Quotes reported in a CNN interview, "Then & Now: Jane Goodall", CNN (June 19, 2005).
  • My mission is to create a world where we can live in harmony with nature. And can I do that alone? No. So there is a whole army of youth that can do it. So I suppose my mission is to reach as many of those young people as I can through my own efforts.
  • As I traveled, talking about these issues, I met so many young people who had lost hope. Some were depressed; some were apathetic; some were angry and violent. And when I talked to them, they all more or less felt this way because we had compromised their future and the world of tomorrow was not going to sustain their great-grandchildren.
  • You can imagine my dismay when I got to Cambridge and found that I had done everything wrong. I shouldn't have named the chimps; I should have given them numbers. I couldn't talk about their personalities, their minds or their feelings because that was unique to us.

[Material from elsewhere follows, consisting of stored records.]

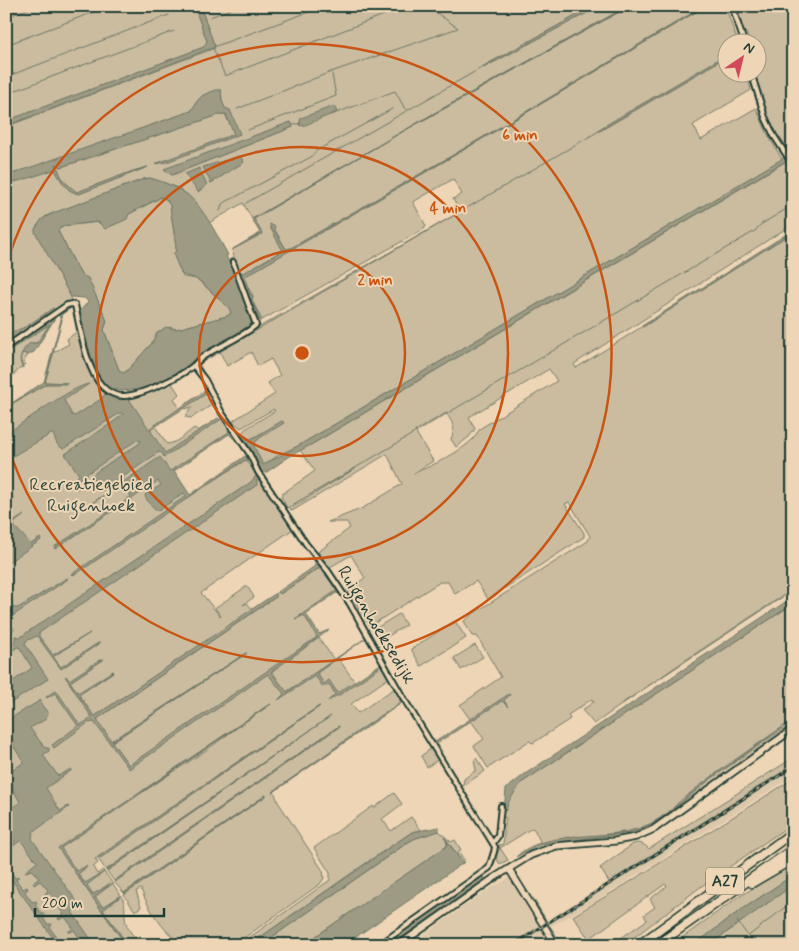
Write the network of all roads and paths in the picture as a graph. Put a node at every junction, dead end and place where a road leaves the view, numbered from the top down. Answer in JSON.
{"nodes":[{"id":1,"x":732,"y":6,"type":"edge"},
{"id":2,"x":741,"y":32,"type":"edge"},
{"id":3,"x":754,"y":82,"type":"edge"},
{"id":4,"x":793,"y":166,"type":"edge"},
{"id":5,"x":233,"y":262,"type":"dead end"},
{"id":6,"x":6,"y":347,"type":"edge"},
{"id":7,"x":194,"y":366,"type":"junction"},
{"id":8,"x":793,"y":729,"type":"edge"},
{"id":9,"x":501,"y":806,"type":"dead end"},
{"id":10,"x":793,"y":832,"type":"edge"},
{"id":11,"x":493,"y":843,"type":"junction"},
{"id":12,"x":793,"y":849,"type":"edge"},
{"id":13,"x":793,"y":859,"type":"edge"},
{"id":14,"x":487,"y":869,"type":"junction"},
{"id":15,"x":509,"y":869,"type":"junction"},
{"id":16,"x":494,"y":878,"type":"junction"},
{"id":17,"x":736,"y":889,"type":"junction"},
{"id":18,"x":380,"y":945,"type":"edge"},
{"id":19,"x":399,"y":945,"type":"edge"},
{"id":20,"x":556,"y":945,"type":"edge"},
{"id":21,"x":639,"y":945,"type":"edge"},
{"id":22,"x":657,"y":945,"type":"edge"}],
"edges":[{"from":1,"to":2,"type":"street"},
{"from":3,"to":4,"type":"street"},
{"from":5,"to":7,"type":"street"},
{"from":6,"to":7,"type":"street"},
{"from":7,"to":11,"type":"street","name":"Ruigenhoeksedijk"},
{"from":8,"to":15,"type":"main road"},
{"from":9,"to":11,"type":"street"},
{"from":10,"to":21,"type":"highway","number":"A27"},
{"from":11,"to":14,"type":"street"},
{"from":12,"to":17,"type":"highway","number":"A27"},
{"from":13,"to":17,"type":"highway","number":"A27"},
{"from":14,"to":16,"type":"street"},
{"from":14,"to":18,"type":"street"},
{"from":15,"to":16,"type":"main road"},
{"from":15,"to":20,"type":"main road"},
{"from":16,"to":19,"type":"main road"},
{"from":17,"to":22,"type":"highway","number":"A27"}]}
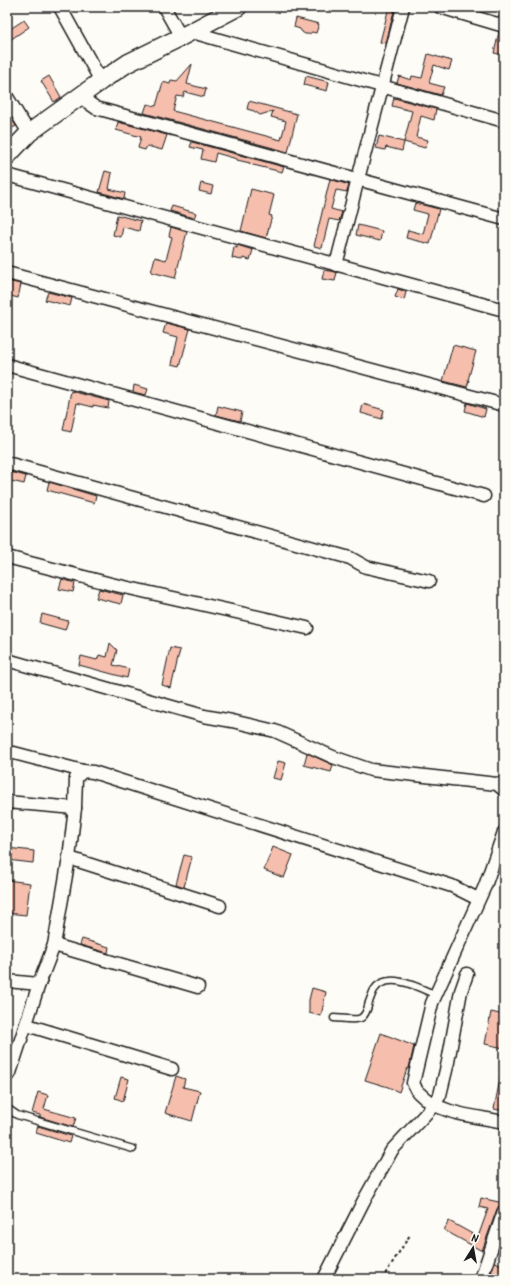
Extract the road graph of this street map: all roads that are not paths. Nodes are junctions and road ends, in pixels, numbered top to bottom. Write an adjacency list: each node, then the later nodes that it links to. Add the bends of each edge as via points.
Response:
1 (60, 7): 8 (street)
2 (164, 7): 7 (street)
3 (238, 7): 7 (street)
4 (403, 7): 9 (street)
5 (440, 7): 6 (street)
6 (504, 26)
7 (186, 35): 8 (street, via 128,63); 9 (street)
8 (101, 81): 10 (street)
9 (383, 86): 12 (street); 16 (street)
10 (79, 96): 13 (street); 16 (street, via 96,108)
11 (7, 97): 13 (street)
12 (504, 121)
13 (29, 133): 14 (street)
14 (7, 156)
15 (7, 175): 18 (street)
16 (358, 179): 17 (street); 18 (street)
17 (504, 219)
18 (336, 265): 20 (street)
19 (7, 272): 22 (street)
20 (504, 310)
21 (7, 365): 24 (street)
22 (504, 405)
23 (7, 463): 26 (street, via 350,558 366,567)
24 (484, 496)
25 (7, 557): 27 (street, via 111,584)
26 (429, 581)
27 (307, 628)
28 (7, 660): 31 (street, via 204,716 275,731 333,757 371,770 497,784)
29 (14, 753): 30 (street)
30 (83, 771): 33 (street, via 76,778); 36 (street, via 101,774 452,886)
31 (504, 790)
32 (7, 802): 33 (street)
33 (75, 808): 35 (street)
34 (504, 832): 36 (street)
35 (69, 858): 37 (street); 38 (street)
36 (478, 899): 43 (street)
37 (220, 906)
38 (54, 945): 41 (street); 42 (street)
39 (467, 974): 48 (street, via 461,991 440,1095)
40 (7, 981): 41 (street)
41 (40, 984): 45 (street)
42 (198, 987)
43 (436, 995): 44 (lane, via 410,984 383,982 374,990 362,1018); 48 (street, via 413,1082 418,1093)
44 (334, 1018)
45 (27, 1025): 46 (street); 47 (street)
46 (172, 1069)
47 (8, 1076)
48 (434, 1105): 50 (street, via 449,1111); 53 (street, via 392,1150)
49 (7, 1108): 51 (lane, via 18,1115)
50 (504, 1122)
51 (133, 1149)
52 (504, 1211): 54 (street)
53 (324, 1279)
54 (481, 1279)

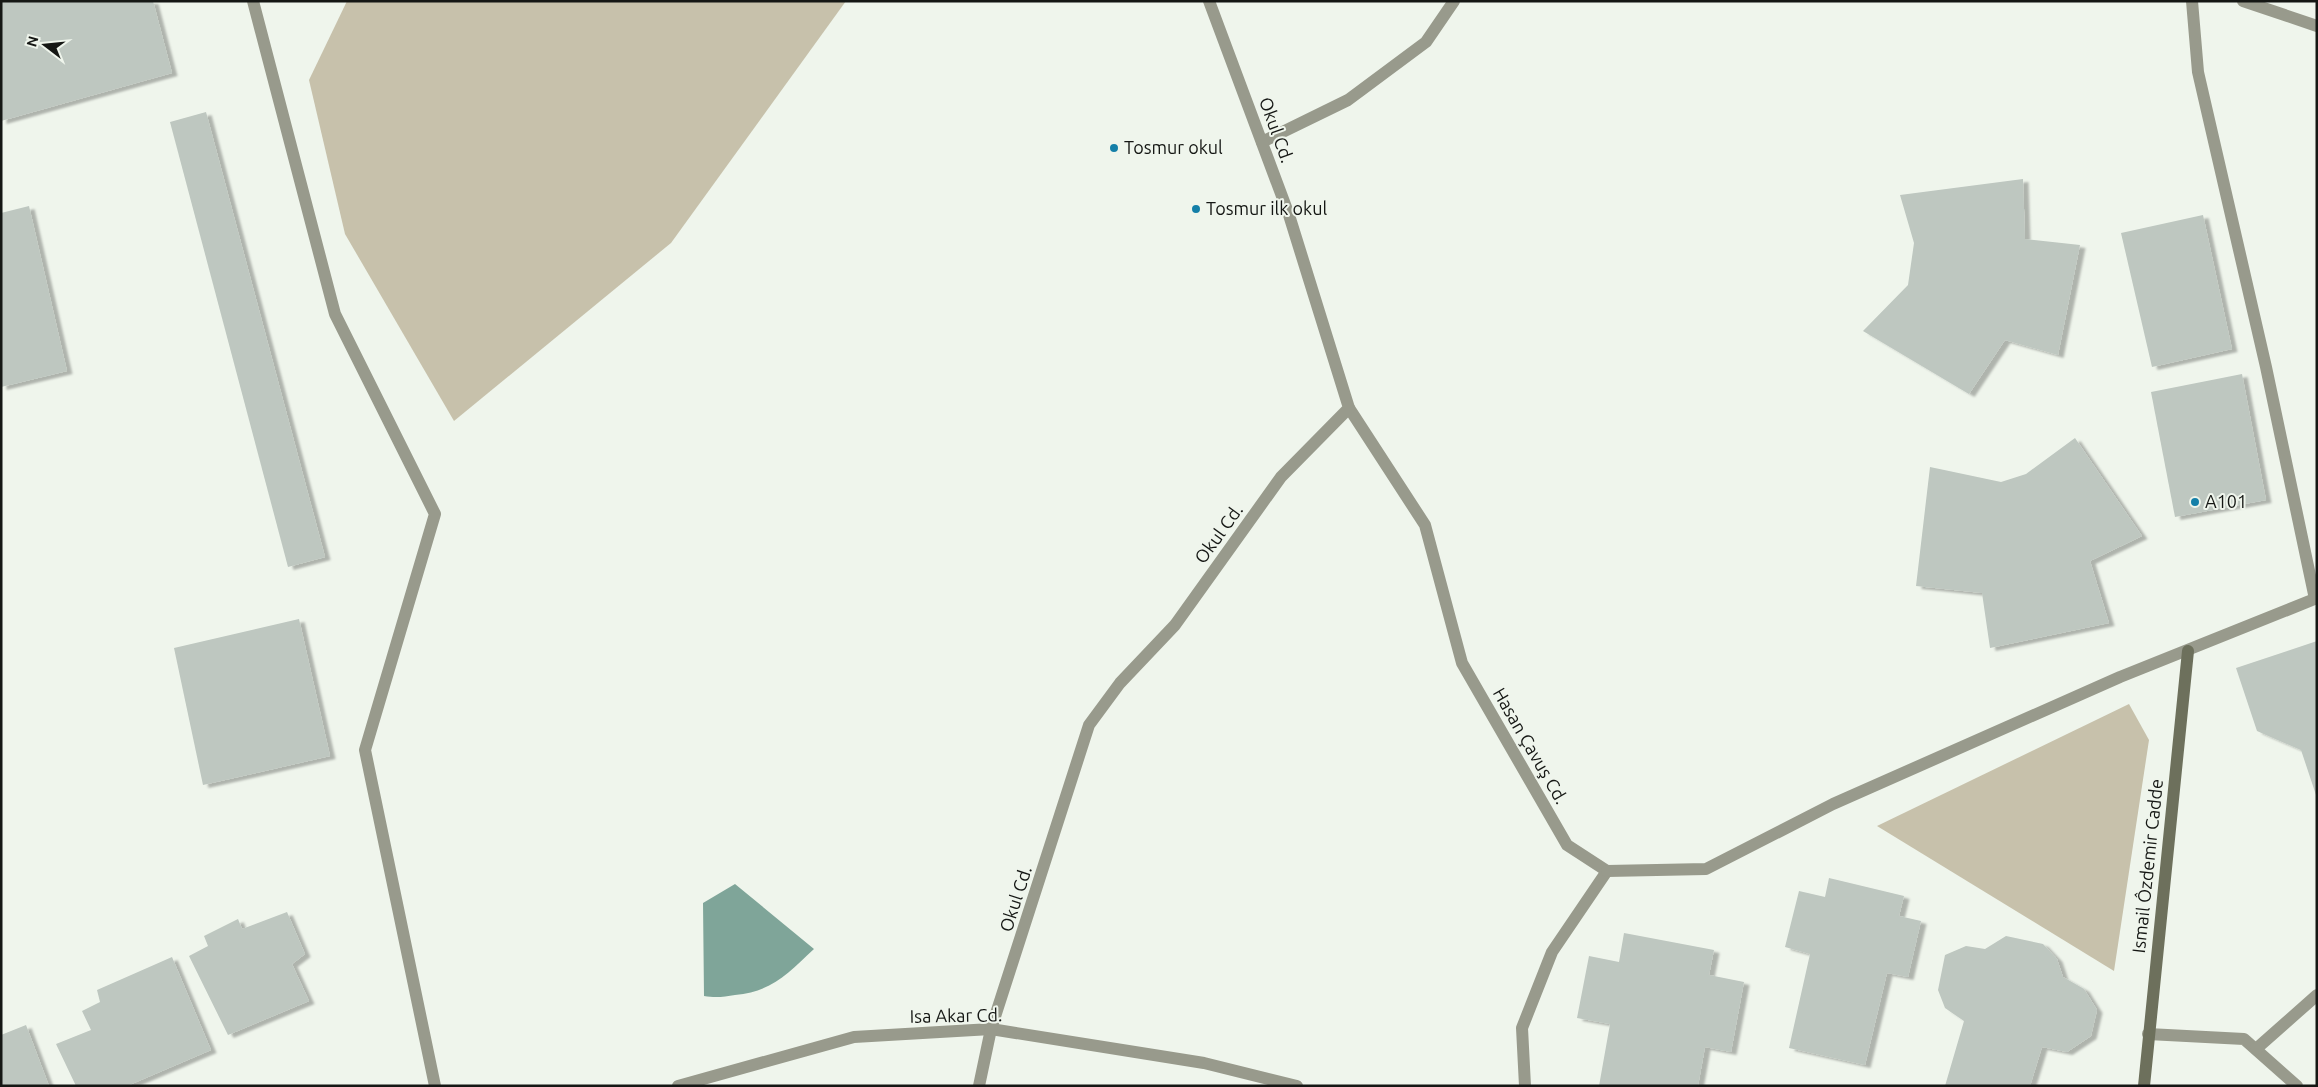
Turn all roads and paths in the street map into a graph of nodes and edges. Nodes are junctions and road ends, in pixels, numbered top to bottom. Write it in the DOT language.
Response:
graph roads {
  1 [pos="253,1"];
  2 [pos="1209,1"];
  3 [pos="1454,1"];
  4 [pos="2192,1"];
  5 [pos="2243,1"];
  6 [pos="2317,26"];
  7 [pos="1262,142"];
  8 [pos="1349,408"];
  9 [pos="2316,598"];
  10 [pos="2188,651"];
  11 [pos="1607,871"];
  12 [pos="2317,995"];
  13 [pos="991,1029"];
  14 [pos="2148,1034"];
  15 [pos="2256,1049"];
  16 [pos="435,1086"];
  17 [pos="678,1086"];
  18 [pos="979,1086"];
  19 [pos="1297,1086"];
  20 [pos="1525,1086"];
  21 [pos="2144,1086"];
  22 [pos="2297,1086"];
  1 -- 16 [label="street"];
  2 -- 7 [label="street, Okul Cd."];
  3 -- 7 [label="street"];
  4 -- 9 [label="street"];
  5 -- 6 [label="street"];
  7 -- 8 [label="street, Okul Cd."];
  8 -- 11 [label="street, Hasan Çavuş Cd."];
  8 -- 13 [label="street, Okul Cd."];
  9 -- 10 [label="street"];
  10 -- 11 [label="street"];
  10 -- 14 [label="street, Ismail Ôzdemir Cadde"];
  11 -- 20 [label="street"];
  12 -- 15 [label="street"];
  13 -- 17 [label="street, Isa Akar Cd."];
  13 -- 18 [label="street, Okul Cd."];
  13 -- 19 [label="street, Isa Akar Cd."];
  14 -- 15 [label="street"];
  14 -- 21 [label="street, Ismail Ôzdemir Cadde"];
  15 -- 22 [label="street"];
}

  • So this is my effort to bring back the hope that we must have if we are to change direction. . . . I think to be fully human, we need to have meaning in our lives, and that's what I am trying to help these young people to find.

Attributed

  • Change happens by listening and then starting a dialogue with the people who are doing something you don't believe is right.
    • Reported in Yolanda Brooks, Do Animals Have Rights? (2008), p. 23.
  • The most important thing is to actually think about what you do. To become aware and actually think about the effect of what you do on the environment and on society. That's key, and that underlies everything else.
    • Reported in Cathryn Berger Kaye, M.A., Philippe Cousteau, Going Blue: A Teen Guide to Saving Our Oceans, Lakes, Rivers, & Wetlands (2010), p. 14.